Elle va par des ruelles étroites et ensoleillées qui s’ouvrent parfois sur de larges brisures bleues et maritimes.
La ligne d’horizon est une vibration lointaine, à peine distincte, une buée, une condensation au large de ce muret blanc qui borde le quai, recouvert d’inscriptions hâtives et brouillées.
Sa main doucement glisse sur les pierres rugueuses.
Elle s’immobilise par instants, regarde autour d’elle se défaire la ronde stridente des mouettes, s’attarde dans la rue, attentive parfois à quelque impression fugace ou au hasard qui découvre une tache colorée sur une muraille sombre, inscriptions à demi-effacées de productions locales…Traces et empreintes de la vieille ville. De temps à autre, s’interroge devant quelque Vierge ou Saint protecteurs enchâssés dans de petites niches au-dessus des portails vétustes. Souvent aussi, demande son chemin aux passants qu’elle croise ou consulte des guides périmés.

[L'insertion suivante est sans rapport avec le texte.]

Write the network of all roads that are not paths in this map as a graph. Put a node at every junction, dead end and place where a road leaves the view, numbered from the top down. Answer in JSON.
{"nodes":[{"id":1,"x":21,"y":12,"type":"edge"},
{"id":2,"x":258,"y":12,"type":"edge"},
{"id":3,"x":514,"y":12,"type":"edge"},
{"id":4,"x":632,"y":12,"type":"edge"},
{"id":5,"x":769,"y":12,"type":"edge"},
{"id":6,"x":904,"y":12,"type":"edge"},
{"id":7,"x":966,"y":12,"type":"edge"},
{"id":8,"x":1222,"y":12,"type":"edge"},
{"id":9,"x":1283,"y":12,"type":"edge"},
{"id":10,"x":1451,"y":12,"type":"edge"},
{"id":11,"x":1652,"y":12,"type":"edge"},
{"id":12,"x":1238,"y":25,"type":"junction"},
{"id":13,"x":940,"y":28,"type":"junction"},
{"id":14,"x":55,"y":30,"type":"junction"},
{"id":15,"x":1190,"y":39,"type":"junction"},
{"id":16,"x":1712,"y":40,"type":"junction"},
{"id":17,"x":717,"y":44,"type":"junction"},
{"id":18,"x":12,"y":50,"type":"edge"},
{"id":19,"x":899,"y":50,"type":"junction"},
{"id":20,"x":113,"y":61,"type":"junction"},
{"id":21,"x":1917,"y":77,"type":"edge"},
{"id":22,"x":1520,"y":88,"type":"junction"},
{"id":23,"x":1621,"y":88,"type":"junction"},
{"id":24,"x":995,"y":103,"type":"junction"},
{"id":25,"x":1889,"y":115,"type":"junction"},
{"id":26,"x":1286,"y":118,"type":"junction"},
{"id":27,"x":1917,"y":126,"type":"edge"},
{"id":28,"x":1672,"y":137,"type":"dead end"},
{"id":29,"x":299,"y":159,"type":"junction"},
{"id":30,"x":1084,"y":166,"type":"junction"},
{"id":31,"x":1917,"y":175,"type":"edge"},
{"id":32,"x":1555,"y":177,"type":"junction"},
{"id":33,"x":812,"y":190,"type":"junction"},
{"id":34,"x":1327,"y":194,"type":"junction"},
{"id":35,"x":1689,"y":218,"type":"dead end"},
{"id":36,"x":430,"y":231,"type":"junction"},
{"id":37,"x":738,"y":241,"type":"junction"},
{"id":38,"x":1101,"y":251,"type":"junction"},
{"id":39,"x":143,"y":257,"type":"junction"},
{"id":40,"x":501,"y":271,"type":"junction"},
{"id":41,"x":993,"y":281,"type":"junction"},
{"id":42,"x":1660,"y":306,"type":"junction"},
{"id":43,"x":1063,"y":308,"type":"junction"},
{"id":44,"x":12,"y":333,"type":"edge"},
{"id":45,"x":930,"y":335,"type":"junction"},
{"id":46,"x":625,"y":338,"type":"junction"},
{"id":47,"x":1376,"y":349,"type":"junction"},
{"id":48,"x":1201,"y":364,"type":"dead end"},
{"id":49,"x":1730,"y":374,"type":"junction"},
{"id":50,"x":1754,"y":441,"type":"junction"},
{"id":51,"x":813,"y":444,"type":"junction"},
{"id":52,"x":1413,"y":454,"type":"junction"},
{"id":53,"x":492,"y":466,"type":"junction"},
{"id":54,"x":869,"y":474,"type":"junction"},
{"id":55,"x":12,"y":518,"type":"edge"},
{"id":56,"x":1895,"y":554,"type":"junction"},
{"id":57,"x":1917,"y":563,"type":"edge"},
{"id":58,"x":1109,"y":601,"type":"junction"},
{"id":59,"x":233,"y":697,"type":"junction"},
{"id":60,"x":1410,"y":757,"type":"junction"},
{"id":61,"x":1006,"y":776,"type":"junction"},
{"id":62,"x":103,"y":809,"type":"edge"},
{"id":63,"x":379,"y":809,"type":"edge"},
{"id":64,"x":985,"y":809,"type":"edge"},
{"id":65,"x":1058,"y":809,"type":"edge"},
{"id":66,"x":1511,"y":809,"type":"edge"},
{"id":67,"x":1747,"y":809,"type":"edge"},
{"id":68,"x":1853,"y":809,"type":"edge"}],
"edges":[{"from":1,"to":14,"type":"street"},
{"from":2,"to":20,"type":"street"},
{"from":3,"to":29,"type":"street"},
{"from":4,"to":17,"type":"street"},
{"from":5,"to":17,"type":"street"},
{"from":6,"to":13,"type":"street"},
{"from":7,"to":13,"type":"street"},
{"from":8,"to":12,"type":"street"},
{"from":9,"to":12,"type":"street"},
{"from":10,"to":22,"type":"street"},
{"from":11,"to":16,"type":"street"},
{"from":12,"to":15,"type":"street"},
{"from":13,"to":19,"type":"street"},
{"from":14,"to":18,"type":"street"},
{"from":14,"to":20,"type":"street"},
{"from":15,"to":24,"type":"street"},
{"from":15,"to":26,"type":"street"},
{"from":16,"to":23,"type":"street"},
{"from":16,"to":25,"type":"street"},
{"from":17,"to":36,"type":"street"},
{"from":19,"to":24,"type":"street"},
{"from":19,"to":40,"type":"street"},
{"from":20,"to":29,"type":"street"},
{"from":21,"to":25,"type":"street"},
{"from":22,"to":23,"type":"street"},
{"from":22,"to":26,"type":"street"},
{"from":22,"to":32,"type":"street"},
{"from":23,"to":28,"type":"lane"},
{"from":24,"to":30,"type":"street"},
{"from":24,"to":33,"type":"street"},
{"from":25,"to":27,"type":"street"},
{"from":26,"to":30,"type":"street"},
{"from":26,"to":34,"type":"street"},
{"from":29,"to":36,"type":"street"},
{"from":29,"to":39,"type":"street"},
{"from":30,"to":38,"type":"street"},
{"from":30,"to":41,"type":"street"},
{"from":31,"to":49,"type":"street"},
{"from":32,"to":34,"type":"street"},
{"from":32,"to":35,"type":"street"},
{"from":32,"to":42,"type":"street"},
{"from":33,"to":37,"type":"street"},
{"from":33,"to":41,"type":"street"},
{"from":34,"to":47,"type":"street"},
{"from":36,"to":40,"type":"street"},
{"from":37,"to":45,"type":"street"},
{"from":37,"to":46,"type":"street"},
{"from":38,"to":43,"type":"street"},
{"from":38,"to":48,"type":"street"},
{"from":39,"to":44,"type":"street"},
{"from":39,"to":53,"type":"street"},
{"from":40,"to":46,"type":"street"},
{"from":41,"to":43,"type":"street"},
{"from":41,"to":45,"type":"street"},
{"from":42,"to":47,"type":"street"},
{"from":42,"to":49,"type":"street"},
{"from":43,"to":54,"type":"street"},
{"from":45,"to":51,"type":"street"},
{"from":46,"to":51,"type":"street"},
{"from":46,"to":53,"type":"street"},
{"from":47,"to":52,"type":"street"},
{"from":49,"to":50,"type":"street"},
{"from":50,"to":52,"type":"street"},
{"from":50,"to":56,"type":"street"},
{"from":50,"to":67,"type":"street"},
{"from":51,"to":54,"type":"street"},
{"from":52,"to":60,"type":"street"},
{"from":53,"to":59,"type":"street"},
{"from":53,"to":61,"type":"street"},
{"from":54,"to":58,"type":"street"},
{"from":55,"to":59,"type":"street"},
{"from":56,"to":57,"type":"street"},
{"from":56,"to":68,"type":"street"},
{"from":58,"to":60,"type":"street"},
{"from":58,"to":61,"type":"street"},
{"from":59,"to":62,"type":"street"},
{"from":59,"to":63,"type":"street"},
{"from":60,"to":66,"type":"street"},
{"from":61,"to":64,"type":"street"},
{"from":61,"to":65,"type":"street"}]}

Elle a recouvert les murs de sa chambre de grandes cartes colorées, marines et géologiques qui sondent les profondeurs et déploient comme de larges surfaces épidermiques recouvertes de signes et de légendes obscures. L’île devient livre ouvert, alphabet: montagnes, côtes et rivières, noms de régions en palimpseste, lieux-dits, trames d’histoires locales allusives de la langue retrouvée, dans la saveur brève des sons. Elle découvre la ville comme un fleuve sonore, comme si elle remontait vers la source d’un orage blanc. Une rumeur confuse qui fait vibrer l’espace. Elle s’éveille à cette sensation neuve et ancienne, et renouvelée, entourée, absorbée par ces réminiscences diffuses qu’elle écarte doucement; comme retenue aux bords de l’instant qui l’avait reconduite ici. Elle dit à haute voix: « je me souviens », cette lumière douce qui irise la colline, je me souviens, le reflux de la vague qui s’ourle encore et à nouveau, cette mémoire… c’est cela que je veux. Nulle contrainte en cette présence réconciliée, acquise aux mouvements de variations impalpables. Et la matière du temps rendue tangible en un réseau de transparences, une texture secrète comme exprimée d’un regard de chair.
Un oeil-source, l’avait-il guidée ? Traversant les ténèbres, les espaces lacunaires de l’origine et qui irisait toute chose d’une sorte de vibration colorée, poudreuse. Des tâches fauves de lumière laiteuse jouaient sur le sol. Elle pensa que très loin, dans l’antarctique se levaient des aurores boréales, ces hautes falaises d’images abruptes qui ouvraient dans l’espace de pures scènes visuelles. Ici, invisible, au contraire, le seul cri bref d’un oiseau, par instant, révélait sous l’heure solaire de larges fractures d’ombre. Ce dont elle revenait encore et encore, et dont elle s’éveillait sans cesse.